Alternatively in the poem ‘My last duchess’ the writer evokes strong feelings from the reader by focusing on the dominance and control of the Duke towards his wife. The audience in this case is this the ambassador acting on behalf of Ferdinand referred to in the poem as ‘The Count, your master’ but in reality it is the reader. This makes the reader feel rebellious as they are ‘eavesdropping’ on an interesting conversation. This completely contrasts to Romeos relationship with Juliet. They respect and accept each other as equals whereas the Duke doesn’t respect his wife or even acknowledge her.
The duke refers to his wife, not by her name, by ‘she’. A contemporary reader would accept this as men were the dominant spouse. ‘’Half flushed that dies along the throat’’. This is ironic as it is said that the duke killed or had his wife killed, we could interpret that he beheaded or had her beheaded. This would surprise the reader as the duke earlier in the poem he compliments his wife, calling her a ‘wonder’. Although his words and actions are brutal the duke would have been accepted by society as men were believed to be higher than women.
Romeo and Juliet’s love was not accepted by an Elizabethan society but they choose to ignore their friends and family, therefore appalling their audiences and mocking their entire beliefs. In the play Romeo and Juliet confusion, doubt and uncertainty are common emotions. During the balcony scene Juliet is speaking her mind unaware that Romeo had been listening. ‘’Be sworn my love, and I shall no longer be a Capulet’’. She would disown her family to be with Romeo, someone whom she had just met. This would have stunned an Elizabethan audience as she came from a rich, well respected family.

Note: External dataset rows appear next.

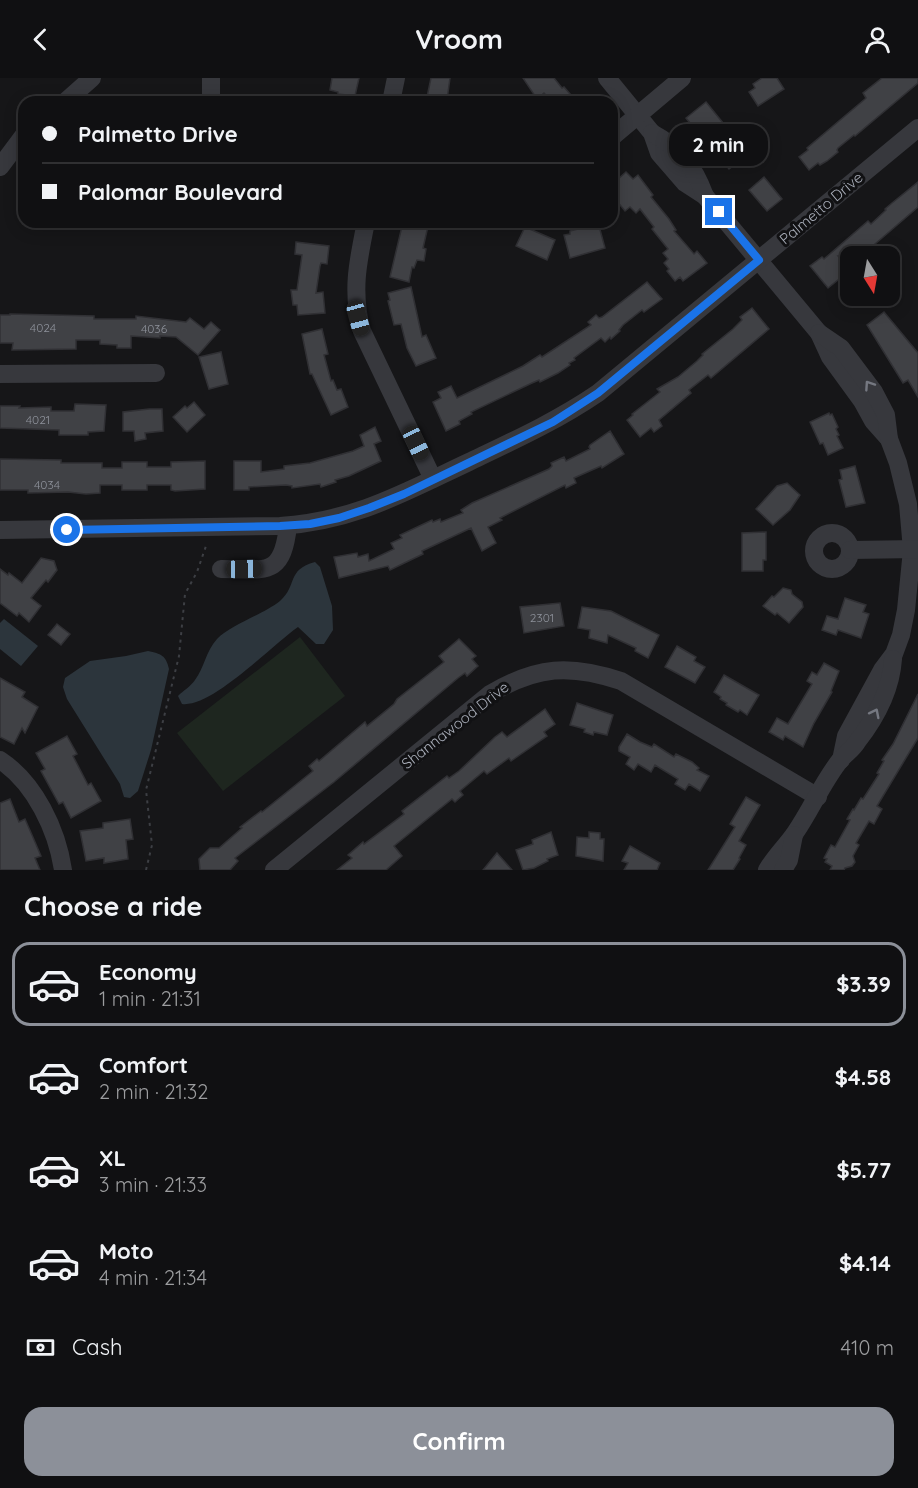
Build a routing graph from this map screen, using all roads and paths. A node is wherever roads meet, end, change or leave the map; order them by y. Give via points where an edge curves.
1 (92, 78) edge
2 (211, 78) edge
3 (396, 78) edge
4 (607, 78) edge
5 (682, 78) edge
6 (72, 96) edge
7 (211, 96) edge
8 (392, 96) edge
9 (638, 115) junction
10 (918, 128) edge
11 (618, 132) edge
12 (18, 143) edge
13 (0, 167) edge
14 (365, 228) edge
15 (759, 260) junction
16 (156, 372) dead end
17 (0, 374) edge
18 (433, 479) junction
19 (288, 526) junction
20 (0, 530) edge
21 (206, 546) dead end
22 (850, 550) dead end
23 (915, 550) edge
24 (221, 569) dead end
25 (0, 760) edge
26 (818, 797) junction
27 (794, 835) junction
28 (63, 870) edge
29 (146, 870) edge
30 (274, 870) edge
31 (767, 870) edge
32 (783, 870) edge

1 - 6 street
2 - 7 street
3 - 8 street
4 - 9 street
5 - 9 street
9 - 11 street
9 - 15 street via 652,133 659,153 685,183 705,196
10 - 15 street, Palmetto Drive
12 - 13 street
14 - 18 street via 355,289 360,325
15 - 18 street, Palmetto Drive via 598,393 553,422
15 - 23 street via 819,333 830,357 873,421 890,439 908,504
16 - 17 street
18 - 19 street, Palmetto Drive via 339,518
19 - 20 street, Palmetto Drive
19 - 24 street via 281,558 268,568
21 - 29 path via 185,594 179,656 146,790 152,845
22 - 23 street
23 - 26 street via 901,635 894,654 846,736 841,760
25 - 28 street via 14,771 36,800 53,831
26 - 27 street
26 - 30 street, Shannawood Drive via 621,681 580,670 548,670 511,682 490,694
27 - 31 street
27 - 32 street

There is more confusion when Juliet’s feelings change, ‘’ it is too rash, too unadvised, too sudden’’. Shakespeare uses the ‘rule of three’ to emphasise on the word ‘too’. He does this to show how strong Juliet’s doubt towards Romeo is. An Elizabethan audience would be confused as to how she could change her mind as they believed in love at first sight and this was going against that belief. Shakespeare mocks his entire society though his characters by showing them that fate and destiny is not written in the stars but is decided by you.
Equally, in the poem ‘The Laboratory’ there is a lot of confusion between the character and the reader. The woman in the poem is searching for the perfect poison to commit a murder. She cannot seem to decide what poison she would like and is distracted by the “exquisite blue” colours of the poisons. ‘’Yonder soft phial… sure to taste sweetly, – is that poison too? ’’. Her actions are very child-like and due to her frequent change of mind the reader will begin to doubt her motive and seriousness.
The reader feels confused at her motives and could assume the poem is comic and not serious. By using a question mark, the poet emphasises the protagonists confused mind. This confusion is further highlighted by the “-“which separates the question from the rest of the stanza and draws it to the attention of the reader. Clearly, Shakespeare and Mr and Mrs Browning all convey strong emotion to the audience and readers whether it is through language, structure or form. This is one of the main reasons why their literature has lasted and is greatly treasured.